**What to produce:** The records below need to be copied in full. Match them exactly.

**Data for processing:**
◆ ◆ ◆ ◆

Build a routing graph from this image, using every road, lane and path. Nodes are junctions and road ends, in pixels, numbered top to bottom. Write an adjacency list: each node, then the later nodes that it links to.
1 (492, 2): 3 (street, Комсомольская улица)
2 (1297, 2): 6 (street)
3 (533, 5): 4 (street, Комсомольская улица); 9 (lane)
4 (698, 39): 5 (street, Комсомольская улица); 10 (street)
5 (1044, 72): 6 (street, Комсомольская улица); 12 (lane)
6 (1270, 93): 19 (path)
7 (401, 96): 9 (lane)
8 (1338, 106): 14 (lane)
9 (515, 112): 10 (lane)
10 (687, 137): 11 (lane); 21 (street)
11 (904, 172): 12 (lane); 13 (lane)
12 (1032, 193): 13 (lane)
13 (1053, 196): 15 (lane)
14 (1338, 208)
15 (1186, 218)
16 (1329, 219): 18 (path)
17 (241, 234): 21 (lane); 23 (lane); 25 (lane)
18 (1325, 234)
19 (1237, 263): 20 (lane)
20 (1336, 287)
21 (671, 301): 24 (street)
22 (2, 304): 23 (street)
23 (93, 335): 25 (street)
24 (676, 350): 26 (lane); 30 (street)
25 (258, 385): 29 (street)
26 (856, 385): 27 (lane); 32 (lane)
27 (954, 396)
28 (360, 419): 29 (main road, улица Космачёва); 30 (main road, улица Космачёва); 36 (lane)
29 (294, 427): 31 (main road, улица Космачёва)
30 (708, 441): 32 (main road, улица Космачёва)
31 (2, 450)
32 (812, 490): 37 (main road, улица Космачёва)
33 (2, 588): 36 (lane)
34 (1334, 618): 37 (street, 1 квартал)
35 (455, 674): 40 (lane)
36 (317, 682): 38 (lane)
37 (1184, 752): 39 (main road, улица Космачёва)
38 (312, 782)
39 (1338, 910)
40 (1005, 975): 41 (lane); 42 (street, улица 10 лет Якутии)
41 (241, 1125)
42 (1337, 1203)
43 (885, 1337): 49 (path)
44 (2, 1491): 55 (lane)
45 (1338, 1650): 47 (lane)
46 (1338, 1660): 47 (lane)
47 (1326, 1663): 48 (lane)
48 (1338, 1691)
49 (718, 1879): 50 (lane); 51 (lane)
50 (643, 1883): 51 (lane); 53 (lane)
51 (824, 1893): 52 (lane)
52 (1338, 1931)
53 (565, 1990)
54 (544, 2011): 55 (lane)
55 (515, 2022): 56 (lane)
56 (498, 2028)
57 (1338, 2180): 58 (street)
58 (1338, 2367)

◆ ◆ ◆ ◆

**Answer to this exercise:**
Build a routing graph from this image, using every road, lane and path. Nodes are junctions and road ends, in pixels, numbered top to bottom. Write an adjacency list: each node, then the later nodes that it links to.
1 (492, 2): 3 (street, Комсомольская улица)
2 (1297, 2): 6 (street)
3 (533, 5): 4 (street, Комсомольская улица); 9 (lane)
4 (698, 39): 5 (street, Комсомольская улица); 10 (street)
5 (1044, 72): 6 (street, Комсомольская улица); 12 (lane)
6 (1270, 93): 19 (path)
7 (401, 96): 9 (lane)
8 (1338, 106): 14 (lane)
9 (515, 112): 10 (lane)
10 (687, 137): 11 (lane); 21 (street)
11 (904, 172): 12 (lane); 13 (lane)
12 (1032, 193): 13 (lane)
13 (1053, 196): 15 (lane)
14 (1338, 208)
15 (1186, 218)
16 (1329, 219): 18 (path)
17 (241, 234): 21 (lane); 23 (lane); 25 (lane)
18 (1325, 234)
19 (1237, 263): 20 (lane)
20 (1336, 287)
21 (671, 301): 24 (street)
22 (2, 304): 23 (street)
23 (93, 335): 25 (street)
24 (676, 350): 26 (lane); 30 (street)
25 (258, 385): 29 (street)
26 (856, 385): 27 (lane); 32 (lane)
27 (954, 396)
28 (360, 419): 29 (main road, улица Космачёва); 30 (main road, улица Космачёва); 36 (lane)
29 (294, 427): 31 (main road, улица Космачёва)
30 (708, 441): 32 (main road, улица Космачёва)
31 (2, 450)
32 (812, 490): 37 (main road, улица Космачёва)
33 (2, 588): 36 (lane)
34 (1334, 618): 37 (street, 1 квартал)
35 (455, 674): 40 (lane)
36 (317, 682): 38 (lane)
37 (1184, 752): 39 (main road, улица Космачёва)
38 (312, 782)
39 (1338, 910)
40 (1005, 975): 41 (lane); 42 (street, улица 10 лет Якутии)
41 (241, 1125)
42 (1337, 1203)
43 (885, 1337): 49 (path)
44 (2, 1491): 55 (lane)
45 (1338, 1650): 47 (lane)
46 (1338, 1660): 47 (lane)
47 (1326, 1663): 48 (lane)
48 (1338, 1691)
49 (718, 1879): 50 (lane); 51 (lane)
50 (643, 1883): 51 (lane); 53 (lane)
51 (824, 1893): 52 (lane)
52 (1338, 1931)
53 (565, 1990)
54 (544, 2011): 55 (lane)
55 (515, 2022): 56 (lane)
56 (498, 2028)
57 (1338, 2180): 58 (street)
58 (1338, 2367)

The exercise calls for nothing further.